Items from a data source
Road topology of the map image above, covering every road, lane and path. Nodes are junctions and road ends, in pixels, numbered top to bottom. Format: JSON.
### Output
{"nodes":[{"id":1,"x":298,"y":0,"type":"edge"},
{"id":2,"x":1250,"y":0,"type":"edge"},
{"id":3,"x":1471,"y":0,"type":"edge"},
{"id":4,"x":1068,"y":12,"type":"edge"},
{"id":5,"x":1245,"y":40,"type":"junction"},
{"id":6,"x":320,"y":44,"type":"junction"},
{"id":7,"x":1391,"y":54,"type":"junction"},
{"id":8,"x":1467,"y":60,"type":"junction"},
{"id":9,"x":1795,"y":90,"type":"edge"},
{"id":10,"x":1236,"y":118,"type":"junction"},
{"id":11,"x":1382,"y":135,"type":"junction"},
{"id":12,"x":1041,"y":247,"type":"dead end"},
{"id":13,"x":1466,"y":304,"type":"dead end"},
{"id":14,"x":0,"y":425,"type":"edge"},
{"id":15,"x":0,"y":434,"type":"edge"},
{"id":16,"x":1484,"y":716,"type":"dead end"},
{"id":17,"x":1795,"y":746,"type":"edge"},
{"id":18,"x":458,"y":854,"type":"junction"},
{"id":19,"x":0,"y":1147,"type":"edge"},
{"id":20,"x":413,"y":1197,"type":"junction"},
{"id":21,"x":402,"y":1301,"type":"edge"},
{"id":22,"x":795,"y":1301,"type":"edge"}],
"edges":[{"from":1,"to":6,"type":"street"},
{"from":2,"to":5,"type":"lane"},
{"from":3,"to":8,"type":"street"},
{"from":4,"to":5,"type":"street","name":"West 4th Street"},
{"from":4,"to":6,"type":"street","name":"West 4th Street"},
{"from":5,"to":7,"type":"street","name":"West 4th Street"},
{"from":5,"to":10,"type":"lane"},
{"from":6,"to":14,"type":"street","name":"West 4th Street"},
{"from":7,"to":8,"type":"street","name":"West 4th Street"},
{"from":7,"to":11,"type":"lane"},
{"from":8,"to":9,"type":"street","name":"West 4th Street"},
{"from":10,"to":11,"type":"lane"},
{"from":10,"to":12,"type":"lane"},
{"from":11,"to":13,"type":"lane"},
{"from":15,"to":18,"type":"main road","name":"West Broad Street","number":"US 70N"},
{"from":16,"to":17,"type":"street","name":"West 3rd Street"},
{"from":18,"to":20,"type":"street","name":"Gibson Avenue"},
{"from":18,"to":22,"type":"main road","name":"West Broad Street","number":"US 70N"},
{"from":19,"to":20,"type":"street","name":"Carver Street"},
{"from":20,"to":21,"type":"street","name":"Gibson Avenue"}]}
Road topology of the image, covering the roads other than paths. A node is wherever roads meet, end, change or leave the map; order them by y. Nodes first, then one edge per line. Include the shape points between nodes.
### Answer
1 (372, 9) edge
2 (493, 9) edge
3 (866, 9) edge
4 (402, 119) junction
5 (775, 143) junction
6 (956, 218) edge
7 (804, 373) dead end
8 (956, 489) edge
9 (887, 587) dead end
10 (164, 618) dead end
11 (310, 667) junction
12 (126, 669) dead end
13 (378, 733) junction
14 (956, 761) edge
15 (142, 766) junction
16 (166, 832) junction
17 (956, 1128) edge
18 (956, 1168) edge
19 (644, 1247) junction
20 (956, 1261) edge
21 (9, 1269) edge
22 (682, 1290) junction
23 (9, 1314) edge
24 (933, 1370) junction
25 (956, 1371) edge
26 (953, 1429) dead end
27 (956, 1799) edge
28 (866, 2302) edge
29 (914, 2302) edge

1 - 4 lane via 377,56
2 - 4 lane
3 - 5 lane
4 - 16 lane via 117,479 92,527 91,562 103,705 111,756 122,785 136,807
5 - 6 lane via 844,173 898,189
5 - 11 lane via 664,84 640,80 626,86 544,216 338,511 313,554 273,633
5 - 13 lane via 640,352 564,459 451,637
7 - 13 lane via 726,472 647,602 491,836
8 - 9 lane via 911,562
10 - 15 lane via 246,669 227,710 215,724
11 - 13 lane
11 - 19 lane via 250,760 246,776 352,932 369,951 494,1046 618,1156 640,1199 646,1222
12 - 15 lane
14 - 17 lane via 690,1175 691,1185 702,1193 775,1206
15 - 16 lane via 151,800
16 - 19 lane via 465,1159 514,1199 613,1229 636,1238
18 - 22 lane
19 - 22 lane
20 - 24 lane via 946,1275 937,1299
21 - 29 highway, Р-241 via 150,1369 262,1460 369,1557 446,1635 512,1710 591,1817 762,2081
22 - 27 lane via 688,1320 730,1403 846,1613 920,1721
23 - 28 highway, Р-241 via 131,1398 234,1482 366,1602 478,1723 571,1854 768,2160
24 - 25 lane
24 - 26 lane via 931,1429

• PROBLEM DETAILS: Whenever a line of the records holds the string "topology", pick it out and copy it.

• EXERCISE RESPONSE:
Road topology of the map image above, covering every road, lane and path. Nodes are junctions and road ends, in pixels, numbered top to bottom. Format: JSON.
Road topology of the image, covering the roads other than paths. A node is wherever roads meet, end, change or leave the map; order them by y. Nodes first, then one edge per line. Include the shape points between nodes.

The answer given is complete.